Why is cut so important? A diamond cut with the ideal proportions for its shape reflects more light out of the top, producing dramatic fire and brilliance. A diamond that is poorly cut, with proportions that are incongruous, will look dark and dull. This is because the poor cut permits light to escape out the sides and bottom of the diamond. In other words, a well cut diamond sparkles brilliantly because it reflects and refracts light better than one that is poorly cut. Needless to say, a good cut increases price.
Not all white diamonds are colorless. In fact, the spectrum ranges from light yellow to totally colorless. To determine the amount of color in a diamond, a lettering system is used. The system ranges from D to Z with D being awarded to only the rare, totally colorless diamonds. A colorless diamond can be graded D, E or F; near colorless, G, H, I or J. A white diamond’s beauty and value increase the more colorless it is.
Because it requires tremendous heat and pressure from deep within the earth to form a diamond – the process can result in inclusions and blemishes. In other words – imperfections. While no diamond can be considered perfect, the more closely it approximates perfection the higher its value. While inclusions rarely effect a diamond’s aesthetics, they do impact the price.
Carat weight refers to size and weight. The larger the diamond – the more valuable it is. This is because large diamonds are scarce. Even so, two diamonds with the same carat weight can vary greatly in value, depending on their clarity, color, and most importantly, their cut. For example, a half-carat diamond with high color and clarity ratings may cost more than a three-quarter carat diamond with lower color and clarity ratings, but identical cut. Ultimately it’s a matter of deciding what is most important to you – size or quality – then finding the combination of size, color and clarity that best meets your budget.
The more rare the diamond, the greater the value.

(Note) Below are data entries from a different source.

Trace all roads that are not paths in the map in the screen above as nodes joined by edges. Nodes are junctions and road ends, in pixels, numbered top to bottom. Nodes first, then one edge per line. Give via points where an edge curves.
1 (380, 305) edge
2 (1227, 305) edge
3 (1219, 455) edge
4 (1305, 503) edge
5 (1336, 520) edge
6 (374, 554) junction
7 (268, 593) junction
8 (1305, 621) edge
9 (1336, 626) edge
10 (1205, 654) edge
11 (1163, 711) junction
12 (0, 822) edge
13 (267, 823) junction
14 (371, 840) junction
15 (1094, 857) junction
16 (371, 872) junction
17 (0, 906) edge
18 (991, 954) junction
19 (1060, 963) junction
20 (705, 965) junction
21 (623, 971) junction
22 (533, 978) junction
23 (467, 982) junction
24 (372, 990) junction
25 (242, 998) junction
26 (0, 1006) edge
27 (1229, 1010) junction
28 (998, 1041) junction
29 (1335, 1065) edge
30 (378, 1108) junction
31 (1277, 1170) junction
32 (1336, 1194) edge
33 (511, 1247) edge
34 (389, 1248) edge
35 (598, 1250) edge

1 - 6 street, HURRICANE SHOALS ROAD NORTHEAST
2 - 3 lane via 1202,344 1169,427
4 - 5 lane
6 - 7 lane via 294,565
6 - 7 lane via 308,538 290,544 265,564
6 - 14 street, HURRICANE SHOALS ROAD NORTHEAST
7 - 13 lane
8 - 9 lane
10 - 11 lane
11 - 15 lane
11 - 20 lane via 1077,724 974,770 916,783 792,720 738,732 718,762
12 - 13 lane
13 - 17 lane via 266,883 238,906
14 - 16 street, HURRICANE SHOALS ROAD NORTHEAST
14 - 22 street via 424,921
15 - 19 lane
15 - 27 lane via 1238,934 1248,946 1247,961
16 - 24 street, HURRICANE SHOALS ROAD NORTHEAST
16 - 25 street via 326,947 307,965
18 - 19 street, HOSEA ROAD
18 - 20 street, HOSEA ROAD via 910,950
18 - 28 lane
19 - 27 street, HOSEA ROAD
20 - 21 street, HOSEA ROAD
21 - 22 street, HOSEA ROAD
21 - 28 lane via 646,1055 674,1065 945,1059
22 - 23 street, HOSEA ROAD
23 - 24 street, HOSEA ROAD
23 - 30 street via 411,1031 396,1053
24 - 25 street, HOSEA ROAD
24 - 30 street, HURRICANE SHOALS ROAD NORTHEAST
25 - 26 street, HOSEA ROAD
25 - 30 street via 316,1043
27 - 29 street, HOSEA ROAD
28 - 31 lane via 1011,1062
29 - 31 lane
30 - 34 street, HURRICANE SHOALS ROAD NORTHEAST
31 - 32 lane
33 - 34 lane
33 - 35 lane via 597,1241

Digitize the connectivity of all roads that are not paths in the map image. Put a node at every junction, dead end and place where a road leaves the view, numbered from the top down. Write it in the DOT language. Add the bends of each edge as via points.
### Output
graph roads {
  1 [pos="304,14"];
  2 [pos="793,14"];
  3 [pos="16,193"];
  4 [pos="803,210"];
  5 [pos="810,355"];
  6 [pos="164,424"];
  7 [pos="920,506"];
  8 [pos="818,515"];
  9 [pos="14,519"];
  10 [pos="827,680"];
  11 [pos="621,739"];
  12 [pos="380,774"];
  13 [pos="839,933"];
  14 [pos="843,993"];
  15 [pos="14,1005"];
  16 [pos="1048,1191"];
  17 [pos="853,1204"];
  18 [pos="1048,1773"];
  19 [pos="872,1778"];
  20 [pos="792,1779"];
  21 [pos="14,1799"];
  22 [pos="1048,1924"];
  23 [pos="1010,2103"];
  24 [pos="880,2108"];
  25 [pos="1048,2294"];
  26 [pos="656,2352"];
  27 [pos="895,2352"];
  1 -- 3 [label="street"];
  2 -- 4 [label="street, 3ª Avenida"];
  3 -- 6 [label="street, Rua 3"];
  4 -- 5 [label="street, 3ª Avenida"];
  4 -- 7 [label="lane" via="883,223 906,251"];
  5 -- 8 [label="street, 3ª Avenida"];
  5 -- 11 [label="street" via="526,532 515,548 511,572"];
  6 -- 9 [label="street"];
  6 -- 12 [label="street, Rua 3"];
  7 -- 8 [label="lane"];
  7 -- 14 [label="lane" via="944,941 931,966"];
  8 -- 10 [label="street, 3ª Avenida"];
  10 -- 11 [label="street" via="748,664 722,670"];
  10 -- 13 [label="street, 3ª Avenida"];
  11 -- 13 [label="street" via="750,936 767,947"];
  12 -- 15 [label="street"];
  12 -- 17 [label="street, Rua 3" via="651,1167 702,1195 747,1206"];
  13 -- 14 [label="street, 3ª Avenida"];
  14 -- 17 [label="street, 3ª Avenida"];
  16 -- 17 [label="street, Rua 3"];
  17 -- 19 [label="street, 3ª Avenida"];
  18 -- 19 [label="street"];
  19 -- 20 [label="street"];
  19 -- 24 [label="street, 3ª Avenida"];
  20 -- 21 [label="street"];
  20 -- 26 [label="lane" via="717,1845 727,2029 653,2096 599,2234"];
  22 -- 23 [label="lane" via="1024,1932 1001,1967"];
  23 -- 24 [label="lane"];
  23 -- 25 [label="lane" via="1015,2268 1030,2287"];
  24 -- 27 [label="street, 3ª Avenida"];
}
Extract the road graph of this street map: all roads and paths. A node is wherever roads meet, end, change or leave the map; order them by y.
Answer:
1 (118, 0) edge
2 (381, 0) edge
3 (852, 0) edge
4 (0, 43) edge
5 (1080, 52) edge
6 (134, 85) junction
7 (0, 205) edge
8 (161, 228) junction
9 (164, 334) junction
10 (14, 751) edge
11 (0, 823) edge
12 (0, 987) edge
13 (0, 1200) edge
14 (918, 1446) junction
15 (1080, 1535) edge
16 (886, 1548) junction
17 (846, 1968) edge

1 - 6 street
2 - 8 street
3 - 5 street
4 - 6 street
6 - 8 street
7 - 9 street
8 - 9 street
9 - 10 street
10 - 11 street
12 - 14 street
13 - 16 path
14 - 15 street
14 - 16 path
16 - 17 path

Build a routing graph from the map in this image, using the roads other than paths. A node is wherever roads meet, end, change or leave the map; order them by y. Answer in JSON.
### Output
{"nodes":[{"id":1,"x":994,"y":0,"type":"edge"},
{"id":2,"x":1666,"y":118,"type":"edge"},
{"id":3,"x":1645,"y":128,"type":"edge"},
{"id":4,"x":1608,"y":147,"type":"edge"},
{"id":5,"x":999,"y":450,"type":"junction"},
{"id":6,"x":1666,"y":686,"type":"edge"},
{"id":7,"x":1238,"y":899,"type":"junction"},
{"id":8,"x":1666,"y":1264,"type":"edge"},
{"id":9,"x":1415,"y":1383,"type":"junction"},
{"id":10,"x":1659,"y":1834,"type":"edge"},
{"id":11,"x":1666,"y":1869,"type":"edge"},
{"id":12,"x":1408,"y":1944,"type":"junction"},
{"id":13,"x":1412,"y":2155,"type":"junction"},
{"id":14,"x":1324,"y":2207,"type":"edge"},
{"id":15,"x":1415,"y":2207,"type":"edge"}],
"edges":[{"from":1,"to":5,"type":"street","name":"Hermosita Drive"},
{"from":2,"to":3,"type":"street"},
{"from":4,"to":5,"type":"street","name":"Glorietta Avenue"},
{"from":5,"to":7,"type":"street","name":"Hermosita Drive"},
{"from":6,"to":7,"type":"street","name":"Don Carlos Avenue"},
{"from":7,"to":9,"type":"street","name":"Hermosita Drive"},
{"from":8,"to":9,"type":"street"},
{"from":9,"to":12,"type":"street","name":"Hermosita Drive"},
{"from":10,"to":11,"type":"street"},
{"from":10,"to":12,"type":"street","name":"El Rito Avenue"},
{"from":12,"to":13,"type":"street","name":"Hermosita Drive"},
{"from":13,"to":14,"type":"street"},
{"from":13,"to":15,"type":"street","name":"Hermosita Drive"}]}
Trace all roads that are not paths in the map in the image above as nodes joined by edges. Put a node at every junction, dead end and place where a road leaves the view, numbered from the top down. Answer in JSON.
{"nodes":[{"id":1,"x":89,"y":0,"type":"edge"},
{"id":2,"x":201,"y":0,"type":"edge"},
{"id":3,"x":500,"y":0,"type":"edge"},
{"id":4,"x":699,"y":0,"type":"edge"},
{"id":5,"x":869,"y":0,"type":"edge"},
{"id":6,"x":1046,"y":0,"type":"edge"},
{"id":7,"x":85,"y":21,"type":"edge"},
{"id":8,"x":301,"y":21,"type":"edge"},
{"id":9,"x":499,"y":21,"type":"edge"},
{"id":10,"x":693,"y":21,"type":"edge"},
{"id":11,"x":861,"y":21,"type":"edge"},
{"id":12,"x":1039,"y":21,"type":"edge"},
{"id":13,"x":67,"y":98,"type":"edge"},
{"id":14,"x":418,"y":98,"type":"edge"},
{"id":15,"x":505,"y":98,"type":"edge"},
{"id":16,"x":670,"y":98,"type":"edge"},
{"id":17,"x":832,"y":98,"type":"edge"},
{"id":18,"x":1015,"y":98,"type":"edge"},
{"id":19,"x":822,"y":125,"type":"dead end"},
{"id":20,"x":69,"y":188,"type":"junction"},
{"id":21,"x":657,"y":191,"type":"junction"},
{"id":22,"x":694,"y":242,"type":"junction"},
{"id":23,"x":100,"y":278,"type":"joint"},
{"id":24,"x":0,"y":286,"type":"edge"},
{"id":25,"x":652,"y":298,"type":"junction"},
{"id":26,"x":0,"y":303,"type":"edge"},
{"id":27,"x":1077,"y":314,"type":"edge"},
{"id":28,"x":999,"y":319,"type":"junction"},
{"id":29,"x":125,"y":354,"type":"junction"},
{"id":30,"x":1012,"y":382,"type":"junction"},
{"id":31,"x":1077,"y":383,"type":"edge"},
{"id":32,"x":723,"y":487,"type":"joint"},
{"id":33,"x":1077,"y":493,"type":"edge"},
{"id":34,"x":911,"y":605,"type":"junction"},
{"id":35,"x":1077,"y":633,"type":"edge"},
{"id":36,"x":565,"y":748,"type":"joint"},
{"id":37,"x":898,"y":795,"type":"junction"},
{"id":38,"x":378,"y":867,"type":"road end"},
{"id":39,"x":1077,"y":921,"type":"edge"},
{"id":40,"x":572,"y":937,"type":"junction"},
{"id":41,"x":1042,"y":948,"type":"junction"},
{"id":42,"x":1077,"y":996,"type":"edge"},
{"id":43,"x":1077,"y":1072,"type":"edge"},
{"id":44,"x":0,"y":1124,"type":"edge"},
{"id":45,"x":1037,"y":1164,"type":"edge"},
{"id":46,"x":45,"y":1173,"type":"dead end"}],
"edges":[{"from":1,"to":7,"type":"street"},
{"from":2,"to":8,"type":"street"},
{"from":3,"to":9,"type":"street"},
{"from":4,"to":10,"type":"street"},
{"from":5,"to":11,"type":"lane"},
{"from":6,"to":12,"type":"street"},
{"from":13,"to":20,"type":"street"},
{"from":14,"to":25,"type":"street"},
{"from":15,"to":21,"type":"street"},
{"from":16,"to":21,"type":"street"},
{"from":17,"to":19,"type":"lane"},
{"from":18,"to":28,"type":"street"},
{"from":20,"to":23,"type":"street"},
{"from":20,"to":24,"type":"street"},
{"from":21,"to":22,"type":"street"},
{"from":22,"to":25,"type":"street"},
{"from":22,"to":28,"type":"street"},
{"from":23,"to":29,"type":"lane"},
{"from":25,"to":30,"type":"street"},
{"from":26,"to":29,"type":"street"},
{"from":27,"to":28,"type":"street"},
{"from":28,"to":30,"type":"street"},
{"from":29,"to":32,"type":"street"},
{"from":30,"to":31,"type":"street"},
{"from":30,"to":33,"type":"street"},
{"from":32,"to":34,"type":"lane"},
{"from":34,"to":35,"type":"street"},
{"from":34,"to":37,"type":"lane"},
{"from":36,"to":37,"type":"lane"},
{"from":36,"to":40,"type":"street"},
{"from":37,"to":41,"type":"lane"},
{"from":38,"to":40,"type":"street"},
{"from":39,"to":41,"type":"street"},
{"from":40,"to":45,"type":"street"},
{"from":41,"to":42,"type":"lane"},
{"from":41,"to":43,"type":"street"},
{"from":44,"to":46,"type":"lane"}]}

In the common range, absence of color is more rare and therefore more valuable in a diamond. But when a diamond falls outside the common range, as is the case with fancy or colored diamonds, the most rare and valuable diamonds are saturated yellows, pinks, blues and greens. Even very slight color differences can have a major impact on value. But with diamonds outside the normal range with less color are considered
Compared to fancy yellows and browns, diamonds with a noticeable hint of any other hue are considerably more rare. Even in light tones and weak saturation, as long as a diamond shows color in the face-up position, it qualifies as fancy color. Green, blue and red diamonds with medium to dark tones and moderate saturations are extremely rare.